パラダイス 希望

Paradies: Hoffnung
オーストリア
rating 3.3 3.3
2 10

「パラダイス 希望」のスタッフ・キャスト

「パラダイス 希望」の感想・評価・ネタバレ

  • mazda620
    mazda620 3.5 2016年1月19日

    性欲に求める形を愛、希望、神 それぞれをテーマにして描いたパラダイス三部作。性欲に希望を求める娘の話。 夏休み、でぶっちょキッズ達がダイエットトレーニングする合宿にあまり乗り気じゃないまま参加した先で、合宿先の保健室のダンディなおっさん先生に13歳処女の彼女は恋をする。 なんだこの地味おしゃれ映画、ムチムチの太ももにお肉がたれたおなかのキッズ達の水着姿、水泳授業、ぽっちゃりが一列に並んでるだけなのに、この妙なおしゃれ感はどこからくるんだろう。

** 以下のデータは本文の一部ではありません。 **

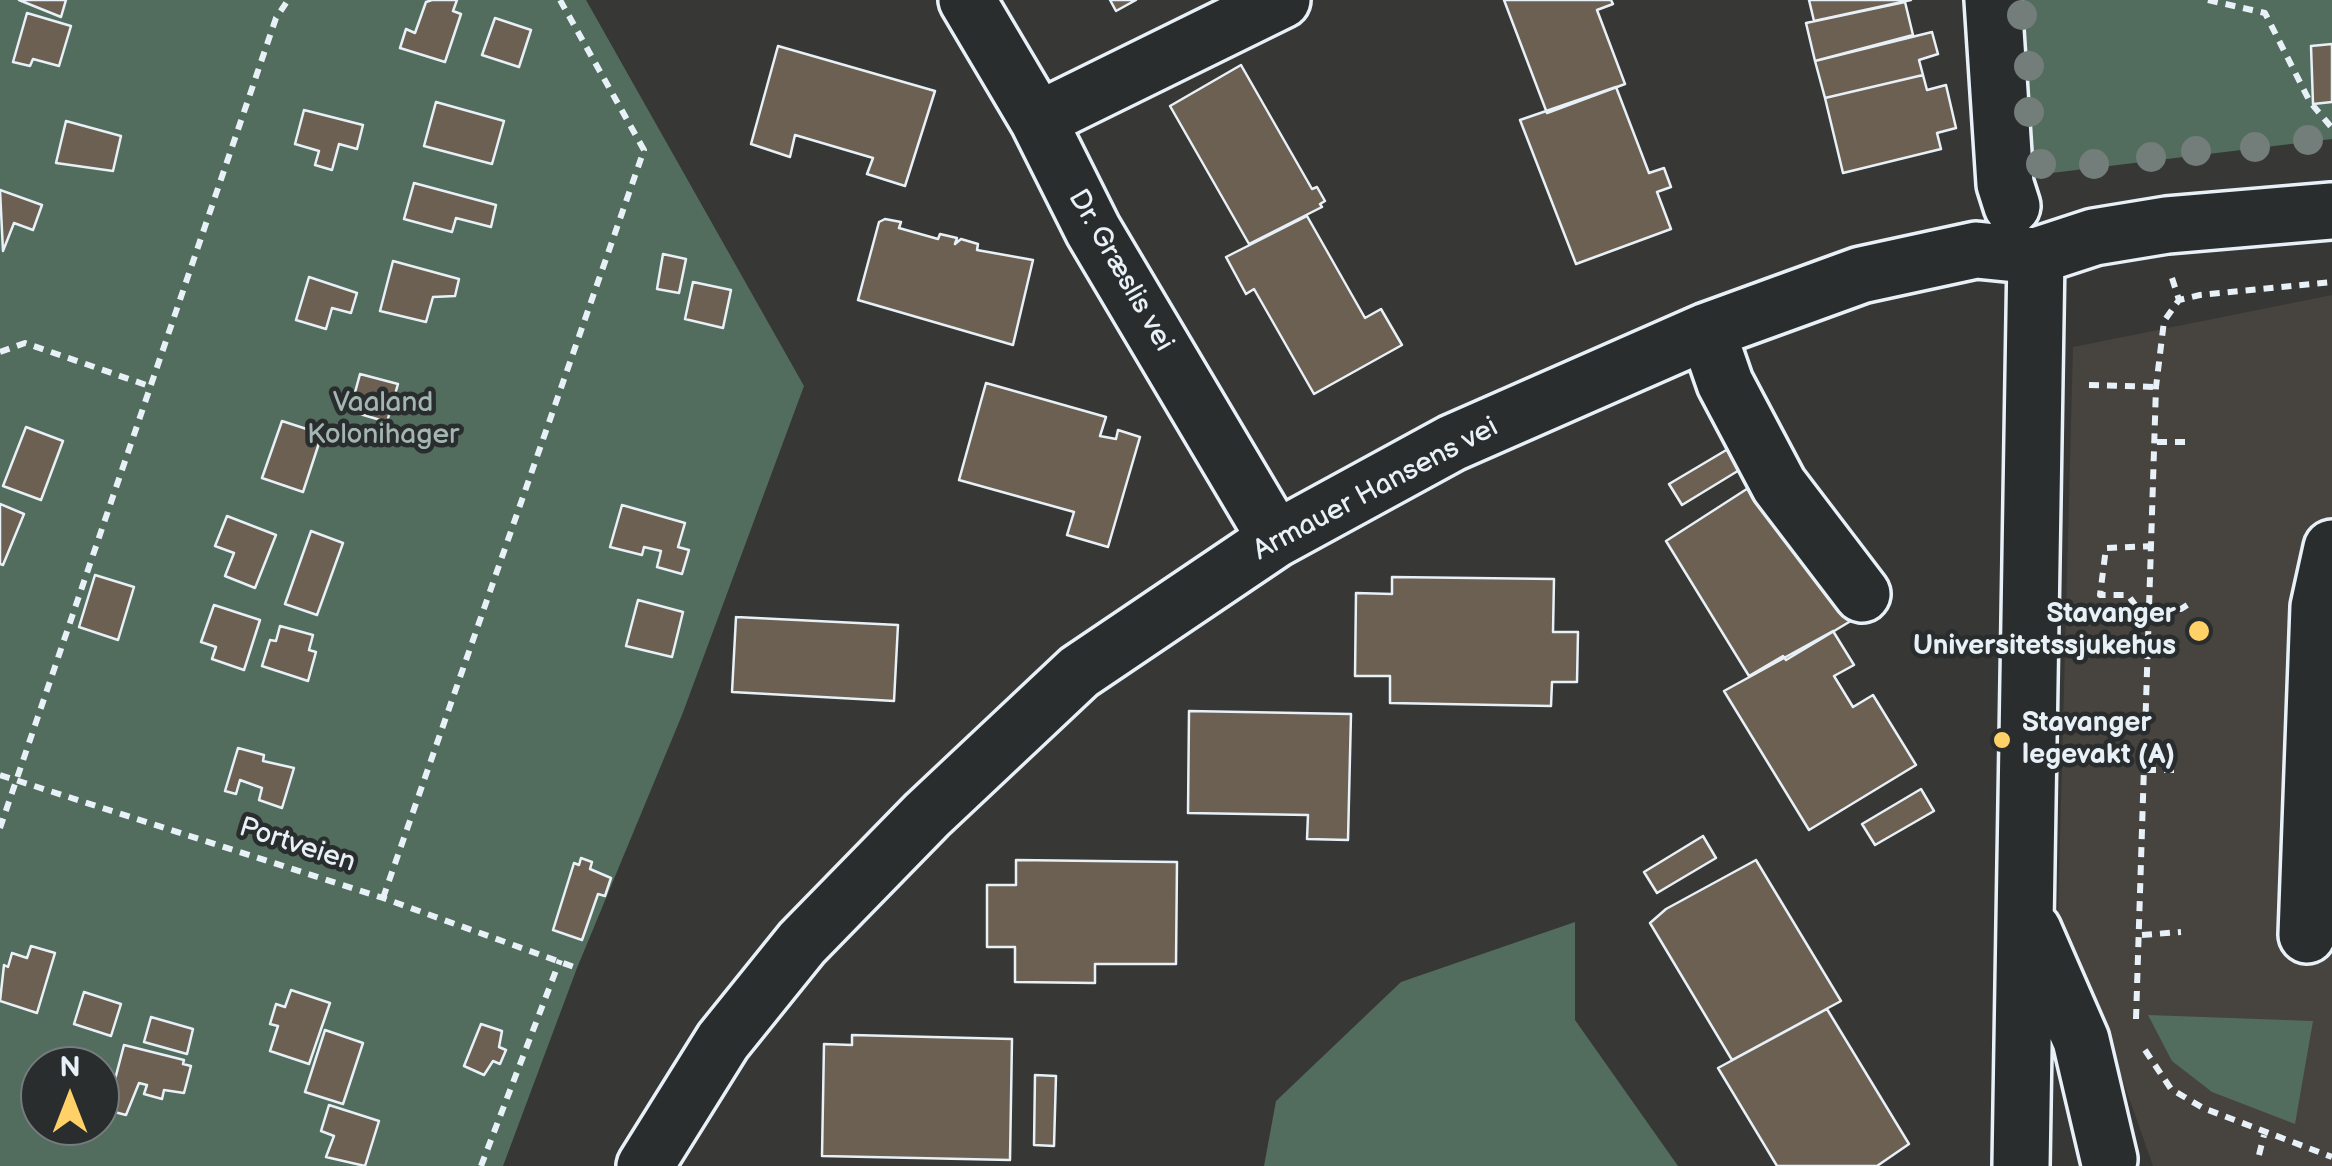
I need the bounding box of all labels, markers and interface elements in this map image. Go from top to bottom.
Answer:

合宿所の芝生の真ん中で整列して「幸せなら手を叩こう」の替え歌「幸せなら脂肪を叩こう」と唄い腹をたたくというトレーニング、シュ、シュールすぎる。。。!!! でぶっちょガールズ達の女子トークに掻き立てられて先生へのきもちもすごく高まる彼女。先生は正直彼女をどう思ってそんな目で見るのかわからないけど間違いなくデブ専なんだろうな、、とは確信できる。。 主人公の子はあんまり可愛くないうえに、外人あるあるのとても中学生には見えない見た目なんだけど、先生に会う前に髪とかチェックしてウキウキしてるとこみてると、普通に恋する純粋中学生で、めっちゃ可愛くみえてくる不思議。でぶっちょって見てるうちにじわじわ愛着がわいてくる。先生も正直彼女が好きというより、この愛着みたいなきもちに近いと思う。 周りは同年代と恋愛する中で歳の離れた合宿所の先生を好きになるというダメなことだからこそ惹かれてしまう、ましてやそんな可能性の低い相手とわかっていても、先生の思わせぶりな態度に脈アリかもと期待を抱く彼女は、先生の気を惹こうとあれこれ駆け引きをする、彼女の欲望は全て希望に溢れてる。恋愛は1つの関係に答えがでるまでの過程が一番楽しい、まさにパラダイス。けど結局その希望は自分の中で勝手に抱いた憶測でしかない、希望を抱いてる自分に自惚れしてるみたい。この映画に希望はない。